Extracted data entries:
*****

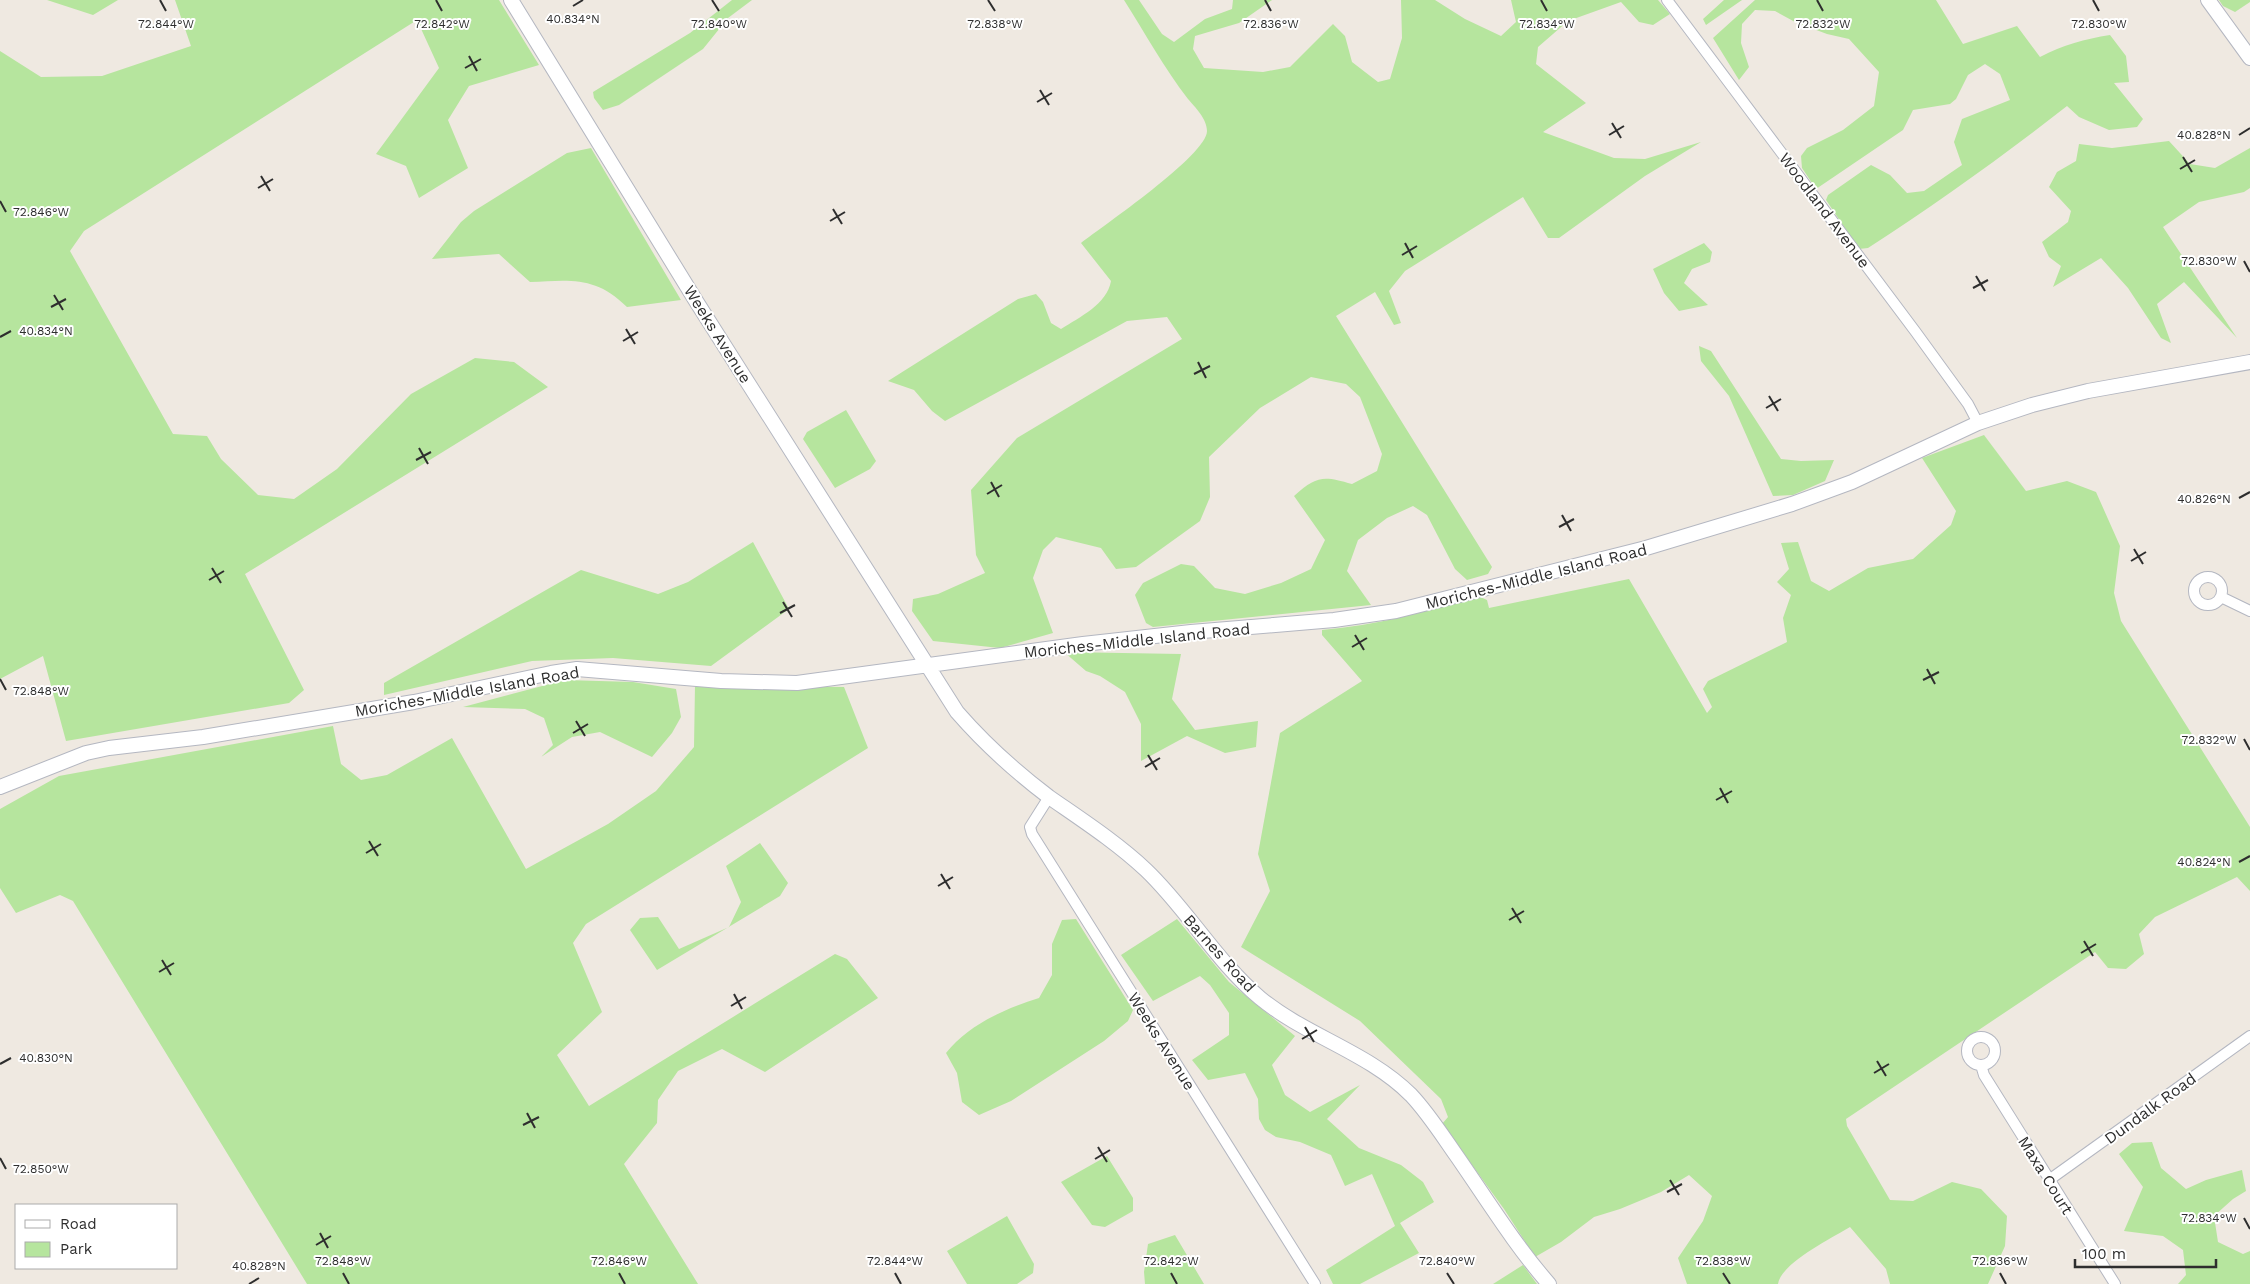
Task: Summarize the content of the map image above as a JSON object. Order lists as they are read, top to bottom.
{
  "streets": {
    "main road": ["Weeks Avenue", "Moriches-Middle Island Road", "Barnes Road"],
    "street": ["Woodland Avenue", "Dundalk Road", "Maxa Court"]
  },
  "crossings": [
    ["Woodland Avenue", "Moriches-Middle Island Road"],
    ["Weeks Avenue", "Moriches-Middle Island Road"],
    ["Weeks Avenue", "Barnes Road"],
    ["Moriches-Middle Island Road", "Barnes Road"],
    ["Dundalk Road", "Maxa Court"]
  ],
  "legend": ["Road", "Park"],
  "scale_bar": "100 m",
  "coordinates": [
    "40.834°N",
    "72.844°W",
    "72.842°W",
    "72.840°W",
    "72.838°W",
    "72.836°W",
    "72.834°W",
    "72.832°W",
    "72.830°W",
    "40.828°N",
    "72.846°W",
    "40.826°N",
    "72.848°W",
    "40.824°N",
    "40.830°N",
    "72.850°W"
  ]
}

*****

#### [WORK REQUEST]
An exact, word-for-word copy of the records is expected, with no pictures in it.

#### [SOLUTION TO THE PROBLEM]
Task: Summarize the content of the map image above as a JSON object. Order lists as they are read, top to bottom.
{
  "streets": {
    "main road": ["Weeks Avenue", "Moriches-Middle Island Road", "Barnes Road"],
    "street": ["Woodland Avenue", "Dundalk Road", "Maxa Court"]
  },
  "crossings": [
    ["Woodland Avenue", "Moriches-Middle Island Road"],
    ["Weeks Avenue", "Moriches-Middle Island Road"],
    ["Weeks Avenue", "Barnes Road"],
    ["Moriches-Middle Island Road", "Barnes Road"],
    ["Dundalk Road", "Maxa Court"]
  ],
  "legend": ["Road", "Park"],
  "scale_bar": "100 m",
  "coordinates": [
    "40.834°N",
    "72.844°W",
    "72.842°W",
    "72.840°W",
    "72.838°W",
    "72.836°W",
    "72.834°W",
    "72.832°W",
    "72.830°W",
    "40.828°N",
    "72.846°W",
    "40.826°N",
    "72.848°W",
    "40.824°N",
    "40.830°N",
    "72.850°W"
  ]
}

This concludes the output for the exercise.